(Collected data entries)
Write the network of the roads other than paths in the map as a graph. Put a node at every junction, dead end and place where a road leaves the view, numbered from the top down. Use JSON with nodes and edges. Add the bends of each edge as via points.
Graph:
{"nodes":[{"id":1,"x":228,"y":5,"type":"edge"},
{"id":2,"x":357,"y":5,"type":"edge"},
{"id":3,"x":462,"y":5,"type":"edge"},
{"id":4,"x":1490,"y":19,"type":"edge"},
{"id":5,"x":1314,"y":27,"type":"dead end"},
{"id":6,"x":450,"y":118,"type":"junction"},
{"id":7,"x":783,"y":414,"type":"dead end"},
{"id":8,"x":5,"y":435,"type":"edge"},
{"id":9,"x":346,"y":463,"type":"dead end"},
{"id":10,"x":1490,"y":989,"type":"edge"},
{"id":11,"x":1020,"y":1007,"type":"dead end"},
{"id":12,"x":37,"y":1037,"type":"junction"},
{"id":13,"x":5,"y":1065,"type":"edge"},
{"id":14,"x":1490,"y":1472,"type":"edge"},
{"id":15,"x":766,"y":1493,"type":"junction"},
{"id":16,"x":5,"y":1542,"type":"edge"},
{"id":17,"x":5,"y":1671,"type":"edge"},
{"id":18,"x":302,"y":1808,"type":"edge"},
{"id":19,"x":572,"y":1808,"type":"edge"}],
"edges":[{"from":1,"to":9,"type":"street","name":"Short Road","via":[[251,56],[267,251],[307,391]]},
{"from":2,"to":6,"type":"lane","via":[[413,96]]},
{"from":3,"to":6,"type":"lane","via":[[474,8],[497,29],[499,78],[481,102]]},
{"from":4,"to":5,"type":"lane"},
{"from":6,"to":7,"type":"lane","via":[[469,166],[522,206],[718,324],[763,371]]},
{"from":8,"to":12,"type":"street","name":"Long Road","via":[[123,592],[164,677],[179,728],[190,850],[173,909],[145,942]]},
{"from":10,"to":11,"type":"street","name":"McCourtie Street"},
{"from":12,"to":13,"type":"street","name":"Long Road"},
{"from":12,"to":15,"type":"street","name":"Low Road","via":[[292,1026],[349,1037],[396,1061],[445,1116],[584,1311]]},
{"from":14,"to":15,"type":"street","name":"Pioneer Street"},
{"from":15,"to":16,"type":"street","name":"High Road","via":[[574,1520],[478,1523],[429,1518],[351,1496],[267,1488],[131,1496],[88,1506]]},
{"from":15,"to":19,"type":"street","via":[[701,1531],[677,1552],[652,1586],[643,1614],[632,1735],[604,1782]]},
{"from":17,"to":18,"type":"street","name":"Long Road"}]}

▶ **YOUR OBJECTIVE**
How many lines of these entries contain "Long"? Answer with the number and nothing else.

▶ **SOLUTION BELOW**
3